1) A person owns themselves.
2) Self ownership implies the right to free will
3) In having free will, you cannot have a duty to perform any affirmative actions.
Conclusion– You have no duty to provide another with the means to live.
Therefore it is permissible to remove anything classified as a separate entity from your body.

The objections raised to this have been middling at best and include the assertion that the sylogism ‘begs the question’ by not addressing the issue of fetal rights or the status of the fetus.  The actual explanation of the begging the question was left at that, but I will extrapolate and make the objection that the term person should also be applied to the fetus/zygote/blastocyst etc.  (Note: Allowing this extrapolation does not invalidate this particular argument and it is still a strong argument for the right of a woman to control her body)

If we are to allow the idea of personhood to a fetus then it is important to allow the distinction between the biological definition of human and the moral definition of human.  Biologically, the mass of cells in question can be defined as a ‘human being’ (and is often shrilly bleated repeatedly by the opponents of choice) but certainly not a fully functional independently biological entity.  Is it fair to describe the zygote/embryo/blastocyst as equivalent to that of an adult human being?

This would entail this view:

1.  Embryos are human beings.
2.  All human beings have equal moral status.
3.  Therefore, embryos have full moral status.

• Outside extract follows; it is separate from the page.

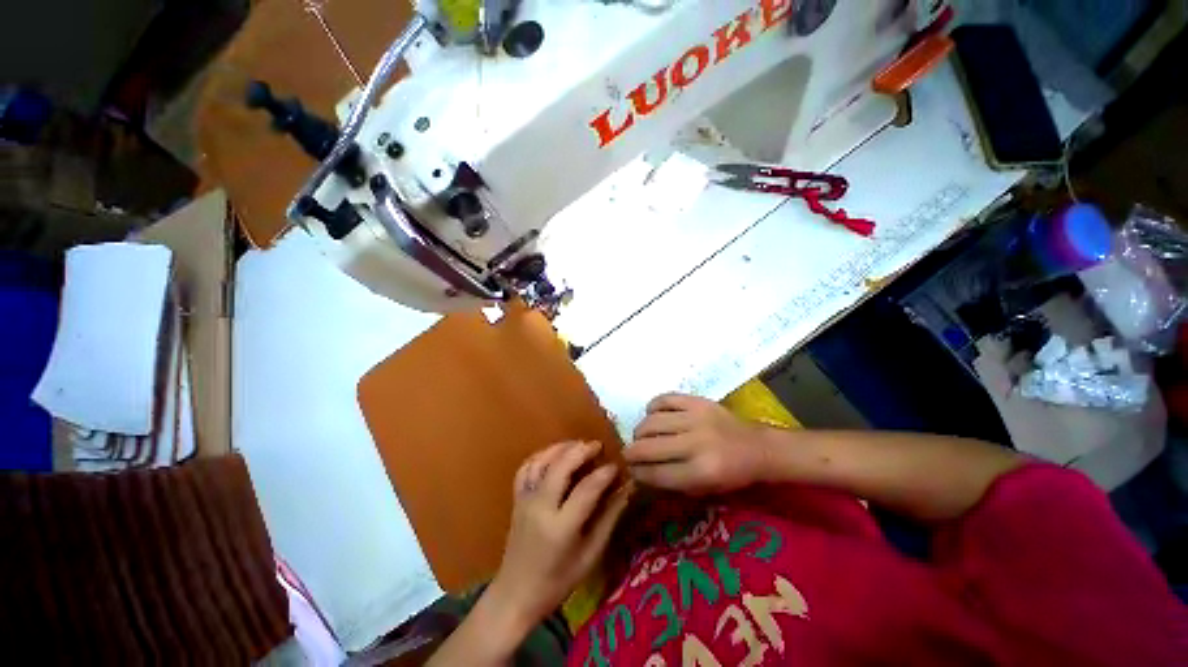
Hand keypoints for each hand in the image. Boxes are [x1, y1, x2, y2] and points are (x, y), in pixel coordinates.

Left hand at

The implications of this argument have been discussed in part 2 of this series, which makes the claim that to be consistent those who endorse this claim must also accept the fact that spontaneous abortion is a much larger and more pressing issue that should be dealt with first, if we are to define the embryo as having full and equivalent moral status as an adult human being.

Going back to the conclusion of the first sylogism, we read that “In having free will, you cannot have a duty to perform any affirmative actions” the anti-choice side would put forward that the woman does have the duty to perform an affirmative action, that is to let the fetus grow in her womb (at direct risk to her health) as we have defined the embryo in question as having full moral rights equivalent to that of an adult human being, and therefore positive affirmative actions must be taken.

Therefore, if we are to follow the argumentation, we all have the absolute duty to save human beings and if given the opportunity to take affirmative action that will save a life we must do so.  The implications of this are far reaching as consider the following case:

A house is on fire and someone is trapped behind a deadly wall of flame.  That person will perish if we do not act to save his life.  We are obligated then, to run into the fire and attempt to save his life, if we subscribe to the notion that it is a duty to take positive affirmative action.

So,the rights view of the anti-choice stance, to be consistent, should state that whenever there is an opportunity to take affirmative action to save a human life, it must be undertaken.  This would lead to people being obligated to be the ‘hyper-good samaritain’.  That is risking their life and abandoning their rights in order to save the life of another.  This situation, clearly, is absurd.

This situation calls into question then the idea that a fetus/zygote/blastocyst should have the moral equivalence of an adult human being.